(Beginning of WORKING DATA)

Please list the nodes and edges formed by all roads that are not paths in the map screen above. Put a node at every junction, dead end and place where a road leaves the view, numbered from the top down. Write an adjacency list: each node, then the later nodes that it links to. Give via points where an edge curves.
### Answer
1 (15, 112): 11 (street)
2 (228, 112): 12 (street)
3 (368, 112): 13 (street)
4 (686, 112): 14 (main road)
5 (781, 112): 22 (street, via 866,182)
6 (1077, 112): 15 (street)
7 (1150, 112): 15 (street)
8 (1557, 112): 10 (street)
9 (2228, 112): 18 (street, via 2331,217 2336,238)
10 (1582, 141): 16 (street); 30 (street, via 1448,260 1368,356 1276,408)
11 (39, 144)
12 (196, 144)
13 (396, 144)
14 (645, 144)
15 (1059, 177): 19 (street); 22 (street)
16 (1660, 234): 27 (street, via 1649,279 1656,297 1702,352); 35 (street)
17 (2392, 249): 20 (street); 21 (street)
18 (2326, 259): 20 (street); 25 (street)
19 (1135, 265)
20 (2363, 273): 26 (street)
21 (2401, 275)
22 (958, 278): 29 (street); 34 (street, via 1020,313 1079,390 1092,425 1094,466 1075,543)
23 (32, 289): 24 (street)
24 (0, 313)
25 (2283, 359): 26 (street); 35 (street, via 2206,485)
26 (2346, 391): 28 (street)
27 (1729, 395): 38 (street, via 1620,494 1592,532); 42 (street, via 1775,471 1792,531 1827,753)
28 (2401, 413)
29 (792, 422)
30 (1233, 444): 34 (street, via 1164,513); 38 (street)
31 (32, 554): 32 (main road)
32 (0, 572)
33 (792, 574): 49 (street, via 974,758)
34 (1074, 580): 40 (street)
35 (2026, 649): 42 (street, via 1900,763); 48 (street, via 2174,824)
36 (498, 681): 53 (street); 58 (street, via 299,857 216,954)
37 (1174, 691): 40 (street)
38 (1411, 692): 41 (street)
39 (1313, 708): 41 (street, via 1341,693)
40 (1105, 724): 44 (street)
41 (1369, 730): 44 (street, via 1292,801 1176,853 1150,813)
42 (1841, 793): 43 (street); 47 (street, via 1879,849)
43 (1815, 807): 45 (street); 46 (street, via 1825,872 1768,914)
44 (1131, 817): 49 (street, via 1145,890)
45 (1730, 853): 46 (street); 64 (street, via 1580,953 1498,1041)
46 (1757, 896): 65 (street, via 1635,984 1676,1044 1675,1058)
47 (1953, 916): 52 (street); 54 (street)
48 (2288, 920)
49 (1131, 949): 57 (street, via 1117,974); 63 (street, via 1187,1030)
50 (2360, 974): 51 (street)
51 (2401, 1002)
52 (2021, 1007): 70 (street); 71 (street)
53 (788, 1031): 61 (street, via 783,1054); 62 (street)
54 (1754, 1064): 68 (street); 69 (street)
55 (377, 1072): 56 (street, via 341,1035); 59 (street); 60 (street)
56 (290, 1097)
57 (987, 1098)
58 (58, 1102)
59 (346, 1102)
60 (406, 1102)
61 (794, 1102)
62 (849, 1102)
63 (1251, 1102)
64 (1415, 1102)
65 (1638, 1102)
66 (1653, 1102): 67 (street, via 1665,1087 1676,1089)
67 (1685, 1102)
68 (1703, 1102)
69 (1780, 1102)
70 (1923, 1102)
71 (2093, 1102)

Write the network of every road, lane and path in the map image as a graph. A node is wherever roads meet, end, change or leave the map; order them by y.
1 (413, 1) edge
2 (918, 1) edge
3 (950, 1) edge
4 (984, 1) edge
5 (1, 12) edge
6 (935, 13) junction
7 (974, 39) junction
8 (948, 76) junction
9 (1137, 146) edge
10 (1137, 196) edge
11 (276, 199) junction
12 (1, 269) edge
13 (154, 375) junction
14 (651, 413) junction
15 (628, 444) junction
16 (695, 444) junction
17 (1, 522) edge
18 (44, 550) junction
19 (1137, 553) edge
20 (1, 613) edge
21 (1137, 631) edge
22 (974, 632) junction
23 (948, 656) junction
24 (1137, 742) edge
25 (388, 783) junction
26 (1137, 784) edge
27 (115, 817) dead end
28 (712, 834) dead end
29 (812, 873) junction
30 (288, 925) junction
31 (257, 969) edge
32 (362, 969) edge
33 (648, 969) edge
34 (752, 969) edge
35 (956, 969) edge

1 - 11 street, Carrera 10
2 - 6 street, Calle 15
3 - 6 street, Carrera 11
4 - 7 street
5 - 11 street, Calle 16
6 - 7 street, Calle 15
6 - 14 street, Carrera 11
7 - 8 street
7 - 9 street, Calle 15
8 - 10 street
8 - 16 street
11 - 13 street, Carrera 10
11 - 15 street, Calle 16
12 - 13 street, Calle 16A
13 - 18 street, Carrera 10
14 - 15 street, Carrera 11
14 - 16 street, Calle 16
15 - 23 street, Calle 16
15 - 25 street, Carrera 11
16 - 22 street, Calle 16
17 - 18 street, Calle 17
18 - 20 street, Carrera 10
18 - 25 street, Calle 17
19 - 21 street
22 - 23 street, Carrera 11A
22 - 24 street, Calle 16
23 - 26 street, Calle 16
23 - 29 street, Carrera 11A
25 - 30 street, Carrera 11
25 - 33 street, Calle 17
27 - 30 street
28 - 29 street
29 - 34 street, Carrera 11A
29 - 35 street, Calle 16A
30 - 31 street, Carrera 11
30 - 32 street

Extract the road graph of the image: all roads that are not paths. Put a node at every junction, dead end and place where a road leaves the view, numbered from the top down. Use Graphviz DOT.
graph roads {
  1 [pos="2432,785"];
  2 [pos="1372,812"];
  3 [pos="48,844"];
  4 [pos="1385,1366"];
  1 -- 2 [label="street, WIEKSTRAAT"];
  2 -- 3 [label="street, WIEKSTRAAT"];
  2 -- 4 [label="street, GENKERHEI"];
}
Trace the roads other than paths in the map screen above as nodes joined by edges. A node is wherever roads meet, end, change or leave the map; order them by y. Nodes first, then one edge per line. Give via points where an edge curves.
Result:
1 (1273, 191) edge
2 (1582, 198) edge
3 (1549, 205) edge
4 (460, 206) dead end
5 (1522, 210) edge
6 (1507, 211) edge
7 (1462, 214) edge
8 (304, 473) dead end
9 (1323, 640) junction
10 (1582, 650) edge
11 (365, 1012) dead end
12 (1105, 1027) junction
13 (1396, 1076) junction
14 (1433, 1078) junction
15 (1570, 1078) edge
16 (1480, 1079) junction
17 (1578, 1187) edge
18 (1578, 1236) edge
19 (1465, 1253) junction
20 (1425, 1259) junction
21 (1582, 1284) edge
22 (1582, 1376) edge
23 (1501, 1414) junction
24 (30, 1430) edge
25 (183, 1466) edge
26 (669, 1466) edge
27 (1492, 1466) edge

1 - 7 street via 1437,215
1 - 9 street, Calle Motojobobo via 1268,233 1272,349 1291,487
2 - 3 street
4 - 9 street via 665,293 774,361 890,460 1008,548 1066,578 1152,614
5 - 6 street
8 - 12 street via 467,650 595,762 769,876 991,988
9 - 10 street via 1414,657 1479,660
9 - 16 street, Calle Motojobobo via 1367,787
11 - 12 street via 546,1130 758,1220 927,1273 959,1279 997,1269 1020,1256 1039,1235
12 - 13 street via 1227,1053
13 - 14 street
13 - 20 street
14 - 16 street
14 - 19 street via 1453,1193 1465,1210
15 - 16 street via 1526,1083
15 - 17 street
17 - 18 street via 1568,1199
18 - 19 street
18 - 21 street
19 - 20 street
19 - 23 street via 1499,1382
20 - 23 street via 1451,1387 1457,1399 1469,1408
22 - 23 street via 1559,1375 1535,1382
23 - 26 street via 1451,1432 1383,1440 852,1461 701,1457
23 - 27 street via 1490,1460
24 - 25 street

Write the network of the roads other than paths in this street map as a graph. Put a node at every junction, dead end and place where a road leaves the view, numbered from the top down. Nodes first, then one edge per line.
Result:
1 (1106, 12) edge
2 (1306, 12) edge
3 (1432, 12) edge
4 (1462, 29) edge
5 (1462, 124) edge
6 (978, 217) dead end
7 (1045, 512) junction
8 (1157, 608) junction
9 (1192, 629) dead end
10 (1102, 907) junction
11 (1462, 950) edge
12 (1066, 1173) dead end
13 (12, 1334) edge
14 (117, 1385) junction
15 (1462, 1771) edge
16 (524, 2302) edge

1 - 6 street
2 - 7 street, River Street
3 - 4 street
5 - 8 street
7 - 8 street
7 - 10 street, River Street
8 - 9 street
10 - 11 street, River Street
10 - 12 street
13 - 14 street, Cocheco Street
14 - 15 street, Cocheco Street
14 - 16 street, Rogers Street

(End of WORKING DATA)

TASK TO CARRY OUT ▸ Above are the lines; repeat exactly the ones from the line containing "Extract the road" down to the line containing "Trace the roads", both inclusive.

EXERCISE OUTPUT ▸
Extract the road graph of the image: all roads that are not paths. Put a node at every junction, dead end and place where a road leaves the view, numbered from the top down. Use Graphviz DOT.
graph roads {
  1 [pos="2432,785"];
  2 [pos="1372,812"];
  3 [pos="48,844"];
  4 [pos="1385,1366"];
  1 -- 2 [label="street, WIEKSTRAAT"];
  2 -- 3 [label="street, WIEKSTRAAT"];
  2 -- 4 [label="street, GENKERHEI"];
}
Trace the roads other than paths in the map screen above as nodes joined by edges. A node is wherever roads meet, end, change or leave the map; order them by y. Nodes first, then one edge per line. Give via points where an edge curves.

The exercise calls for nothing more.